There is a pretty significant problem here, however. Let’s consider the point (0,0). What if we send this point into the perceptron as its input: x = 0 and y = 0? What will the sum of its weighted inputs be? No matter what the weights are, the sum will always be 0! But this can’t be right — after all, the point (0,0) could certainly be above or below various lines in our two-dimensional world.

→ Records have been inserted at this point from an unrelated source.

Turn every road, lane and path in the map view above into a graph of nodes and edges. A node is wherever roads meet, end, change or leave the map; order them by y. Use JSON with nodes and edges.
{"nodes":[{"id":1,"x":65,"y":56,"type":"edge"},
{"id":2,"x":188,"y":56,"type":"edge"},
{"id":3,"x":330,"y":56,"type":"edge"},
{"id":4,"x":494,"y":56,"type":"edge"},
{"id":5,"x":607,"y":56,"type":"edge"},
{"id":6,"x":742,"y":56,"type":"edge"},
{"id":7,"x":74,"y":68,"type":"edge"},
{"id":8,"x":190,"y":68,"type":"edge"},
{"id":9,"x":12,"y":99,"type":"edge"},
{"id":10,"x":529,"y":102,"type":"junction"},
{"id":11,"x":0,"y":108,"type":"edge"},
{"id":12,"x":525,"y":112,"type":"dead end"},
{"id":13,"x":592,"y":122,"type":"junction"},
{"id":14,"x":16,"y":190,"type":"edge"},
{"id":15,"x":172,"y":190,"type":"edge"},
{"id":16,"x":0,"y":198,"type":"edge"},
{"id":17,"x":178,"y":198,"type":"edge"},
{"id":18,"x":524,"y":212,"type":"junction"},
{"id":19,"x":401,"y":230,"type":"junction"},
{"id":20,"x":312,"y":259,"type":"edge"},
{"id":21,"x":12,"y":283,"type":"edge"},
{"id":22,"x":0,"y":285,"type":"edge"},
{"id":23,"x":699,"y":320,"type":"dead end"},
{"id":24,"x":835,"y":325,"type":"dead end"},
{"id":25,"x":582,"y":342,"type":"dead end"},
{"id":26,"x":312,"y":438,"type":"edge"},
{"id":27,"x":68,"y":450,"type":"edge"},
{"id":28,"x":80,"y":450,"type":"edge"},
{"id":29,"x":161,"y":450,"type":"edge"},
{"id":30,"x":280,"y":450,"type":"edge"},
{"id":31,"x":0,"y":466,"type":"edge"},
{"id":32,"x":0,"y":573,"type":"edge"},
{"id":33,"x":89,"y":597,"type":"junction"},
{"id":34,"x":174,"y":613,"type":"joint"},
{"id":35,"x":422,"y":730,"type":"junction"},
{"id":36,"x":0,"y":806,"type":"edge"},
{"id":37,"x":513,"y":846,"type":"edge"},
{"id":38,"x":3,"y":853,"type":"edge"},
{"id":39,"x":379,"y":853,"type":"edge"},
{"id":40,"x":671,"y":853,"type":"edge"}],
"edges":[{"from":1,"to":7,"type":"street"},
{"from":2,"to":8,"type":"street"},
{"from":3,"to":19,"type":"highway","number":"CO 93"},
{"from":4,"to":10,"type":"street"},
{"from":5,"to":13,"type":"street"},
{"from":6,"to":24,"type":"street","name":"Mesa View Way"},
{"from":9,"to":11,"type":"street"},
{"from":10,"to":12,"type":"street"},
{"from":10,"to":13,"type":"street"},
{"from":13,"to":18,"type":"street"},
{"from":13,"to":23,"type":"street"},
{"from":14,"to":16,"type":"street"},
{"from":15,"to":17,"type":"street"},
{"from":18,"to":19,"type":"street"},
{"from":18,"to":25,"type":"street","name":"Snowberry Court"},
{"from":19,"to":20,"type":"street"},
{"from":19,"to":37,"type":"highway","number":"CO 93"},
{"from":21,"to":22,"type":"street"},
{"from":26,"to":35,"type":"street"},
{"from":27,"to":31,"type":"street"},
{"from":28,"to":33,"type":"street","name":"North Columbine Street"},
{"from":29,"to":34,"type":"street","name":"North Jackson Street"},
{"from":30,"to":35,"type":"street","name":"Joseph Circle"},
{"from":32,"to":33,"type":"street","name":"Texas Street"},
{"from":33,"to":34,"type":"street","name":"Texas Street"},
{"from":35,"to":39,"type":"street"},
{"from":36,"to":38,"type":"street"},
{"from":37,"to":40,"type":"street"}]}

To avoid this dilemma, our perceptron will require a third input, typically referred to as a bias input. A bias input always has the value of 1 and is also weighted. Here is our perceptron with the addition of the bias: Figure 10.6

Let’s go back to the point (0,0). Here are our inputs:

* weight for x = 0
* weight for y = 0
* weight for bias = weight for bias

The output is the sum of the above three values, 0 plus 0 plus the bias’s weight. Therefore, the bias, on its own, answers the question as to where (0,0) is in relation to the line. If the bias’s weight is positive, (0,0) is above the line; negative, it is below. It “biases” the perceptron’s understanding of the line’s position relative to (0,0).

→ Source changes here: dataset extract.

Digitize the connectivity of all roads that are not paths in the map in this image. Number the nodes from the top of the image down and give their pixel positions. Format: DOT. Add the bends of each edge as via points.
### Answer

10.4 Coding the Perceptron

A perceptron needs to be able to receive inputs and generate an output. We can package these requirements into a function called feedforward(). In this example, we’ll have the perceptron receive its inputs as an array (which should be the same length as the array of weights) and return the output as an integer.

Presumably, we could now create a Perceptron object and ask it to make a guess for any given point.

Figure 10.7

class Perceptron {

    private weights: number[];
    private bias: number;

    constructor(n: number) {
        this.weights = new Array(n).fill(0).map(v => Math.random(-1, 1));
        this.bias = Math.random(-1, 1);
    }

    public feedForward(inputs: number[]): number {
        if (inputs.length !== this.weights.length + 1) {
            throw new Error('dimension not matches.');
        }
        let sum = 0;
        for (let i = 0; i < inputs.length; i++) {
            sum += inputs[i] * this.weights[i];  // weight input & sum input
        }
        return activate(sum + this.bias);     // apply activation function and generate output
    }

    private activate(value): float {    // receive inputs
        return value > 0 ? 1 : -1;
    }

}

const perceptron = new Perceptron(5);
const pointCoord = [ 12, 4 ];
const result = perceptron.feedForward(pointCoord);

Did the perceptron get it right? At this point, the perceptron has no better than a 50/50 chance of arriving at the right answer. Remember, when we created it, we gave each weight a random value. A neural network isn’t magic. It’s not going to be able to guess anything correctly unless we teach it how to!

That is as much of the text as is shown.